Именно такой здесь и нужен, потому что телевизионные мастера пользуются им для настройки звукового тракта и всякие бархатистые или ворчливые звуки будут только мешать, а то и вовсе не дадут правильно настроить телевизор.

Если изобразить этот звук на бумаге (а физики и математики умеют изображать почти все, в том числе и звук), получится правильная, безукоризненная синусоида.

Она отражает то, что происходит при этом звуке в воздушной волне, достигающей нашего уха: уплотнения и разрежения воздуха совершенно одинакова.

Но если мы изобразим на бумаге звук такой же высоты, взятый на скрипке, симметричная форма синусоиды нарушится.

Расстояния между ее вершинами останутся такими же, поскольку частота одинакова, но линия синусоиды образует какие-то новые выпуклости и углубления, поменьше основных.

Значит, при звуке скрипки основные уплотнения в воздушной волне чередуются с дополнительными, более слабыми. Изображение звука кларнета тоже даст неправильную синусоиду, но дополнительные выпуклости будут другой формы и величины, не такой, как у звука скрипки.

Но перейдем от бумаги и воздуха к самому инструменту и посмотрим, как образуется тембр.

Если у вас или у вашего товарища есть гитара, предлагаю проделать несложный опыт. Оставьте свободной самую толстую струну, остальные заглушите, пропустив между ними полоску тонкого картона. Это нужно для того, чтобы они не резонировали и не мешали опыту.

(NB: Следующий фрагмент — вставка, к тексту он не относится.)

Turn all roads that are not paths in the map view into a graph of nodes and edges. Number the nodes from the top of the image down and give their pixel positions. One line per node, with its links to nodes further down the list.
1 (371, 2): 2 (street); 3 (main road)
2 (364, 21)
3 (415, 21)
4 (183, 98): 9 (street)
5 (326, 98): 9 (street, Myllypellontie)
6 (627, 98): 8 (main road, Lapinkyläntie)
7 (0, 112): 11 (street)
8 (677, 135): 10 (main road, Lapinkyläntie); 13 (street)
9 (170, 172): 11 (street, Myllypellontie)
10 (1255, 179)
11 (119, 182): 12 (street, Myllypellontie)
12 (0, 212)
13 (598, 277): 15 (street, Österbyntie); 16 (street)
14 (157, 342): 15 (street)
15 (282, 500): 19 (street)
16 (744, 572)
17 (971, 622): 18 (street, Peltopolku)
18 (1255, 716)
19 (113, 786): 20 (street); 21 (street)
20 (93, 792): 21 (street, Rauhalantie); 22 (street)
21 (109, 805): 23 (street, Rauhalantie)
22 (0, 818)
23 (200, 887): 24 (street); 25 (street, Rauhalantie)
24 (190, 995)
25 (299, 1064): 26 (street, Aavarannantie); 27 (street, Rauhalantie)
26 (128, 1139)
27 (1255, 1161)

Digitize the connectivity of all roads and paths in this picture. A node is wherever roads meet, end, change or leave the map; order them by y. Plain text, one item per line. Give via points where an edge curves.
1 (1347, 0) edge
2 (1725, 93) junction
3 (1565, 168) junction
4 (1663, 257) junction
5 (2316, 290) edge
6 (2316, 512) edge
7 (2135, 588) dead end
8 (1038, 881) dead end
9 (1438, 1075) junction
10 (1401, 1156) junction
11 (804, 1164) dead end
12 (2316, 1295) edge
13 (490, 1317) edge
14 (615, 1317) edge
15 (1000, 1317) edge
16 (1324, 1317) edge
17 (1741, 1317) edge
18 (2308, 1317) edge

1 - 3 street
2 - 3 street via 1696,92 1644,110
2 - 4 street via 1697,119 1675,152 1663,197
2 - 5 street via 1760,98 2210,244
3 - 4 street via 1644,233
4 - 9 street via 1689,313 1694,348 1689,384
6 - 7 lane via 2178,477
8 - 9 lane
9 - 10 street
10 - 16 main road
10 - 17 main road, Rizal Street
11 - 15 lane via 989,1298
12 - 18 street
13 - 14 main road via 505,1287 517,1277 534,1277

Теперь защипните свободную струну и, пока она звучит, легонько прикоснитесь к ней пальцем точно над двенадцатым порожком грифа и тут же отдерните палец. Вам покажется, что вы остановили колебания струны.

Но прислушайтесь: она продолжает звучать, хотя звук стал гораздо слабее и намного выше. Повторите опыт в другом варианте. Снова защипните струну, но коснитесь ее уже не над двенадцатым порожком, а над седьмым.

Вы услышите звук еще слабее и еще выше. Вы сможете выделить еще три достаточно отчетливых звука, коснувшись струны над четвертым, пятым, девятым порожками. Что же происходит?

Звучащая струна колеблется не только вся целиком, но и своими частями половинками, третями, четвертями и так далее. Когда вы коснулись струны над двенадцатым порожком, то есть точно посередине, колебания целой струны приглушились, но половинки продолжали звучать.

Коснулись над седьмым порожком приглушили целую струну и половинки, но продолжали звучать трети. Над пятым остались четверти. Точно так же колеблются и пятые части, и шестые, и более мелкие. То же самое происходит и с воздухом, заключенным в трубе духового инструмента.

Тут мы с вами не сможем проделать опыт, потому что без специальных приборов не обойтись, но такие опыты проводились в лабораториях. Выяснилось, что столб воздуха в трубе тоже колеблется не только целиком, но и частями. И эти колебания рождают, как и в струне, дополнительные призвуки. Вот теперь загадка тембра начала проясняться.

Музыкальный звук состоит из основного тона и нескольких призвуков, которые называются обертонами. Отдельно мы не слышим обертонов (услышали, когда специально выделили их), но именно они, смешиваясь с основным тоном, образуют тембр. Звук, который сопровождает телевизионную таблицу, никаких обертонов не имеет, поэтому он такой скучный и неприятный.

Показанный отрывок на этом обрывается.